### What this task involves
Each line below should be set down again unchanged.

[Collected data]
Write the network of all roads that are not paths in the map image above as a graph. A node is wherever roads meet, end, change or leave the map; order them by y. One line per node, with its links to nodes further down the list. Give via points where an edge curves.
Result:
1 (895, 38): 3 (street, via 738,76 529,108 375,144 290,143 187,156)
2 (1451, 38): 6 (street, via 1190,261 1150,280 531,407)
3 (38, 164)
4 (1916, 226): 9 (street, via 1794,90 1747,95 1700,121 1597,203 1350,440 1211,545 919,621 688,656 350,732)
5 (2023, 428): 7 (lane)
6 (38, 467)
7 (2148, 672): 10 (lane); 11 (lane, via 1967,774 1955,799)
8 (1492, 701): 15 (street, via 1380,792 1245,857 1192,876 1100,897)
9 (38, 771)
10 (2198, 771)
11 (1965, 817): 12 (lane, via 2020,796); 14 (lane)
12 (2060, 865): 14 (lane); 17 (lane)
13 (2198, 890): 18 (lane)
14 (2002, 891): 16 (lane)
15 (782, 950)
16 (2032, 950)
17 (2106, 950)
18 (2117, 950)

### Task response
Write the network of all roads that are not paths in the map image above as a graph. A node is wherever roads meet, end, change or leave the map; order them by y. One line per node, with its links to nodes further down the list. Give via points where an edge curves.
Result:
1 (895, 38): 3 (street, via 738,76 529,108 375,144 290,143 187,156)
2 (1451, 38): 6 (street, via 1190,261 1150,280 531,407)
3 (38, 164)
4 (1916, 226): 9 (street, via 1794,90 1747,95 1700,121 1597,203 1350,440 1211,545 919,621 688,656 350,732)
5 (2023, 428): 7 (lane)
6 (38, 467)
7 (2148, 672): 10 (lane); 11 (lane, via 1967,774 1955,799)
8 (1492, 701): 15 (street, via 1380,792 1245,857 1192,876 1100,897)
9 (38, 771)
10 (2198, 771)
11 (1965, 817): 12 (lane, via 2020,796); 14 (lane)
12 (2060, 865): 14 (lane); 17 (lane)
13 (2198, 890): 18 (lane)
14 (2002, 891): 16 (lane)
15 (782, 950)
16 (2032, 950)
17 (2106, 950)
18 (2117, 950)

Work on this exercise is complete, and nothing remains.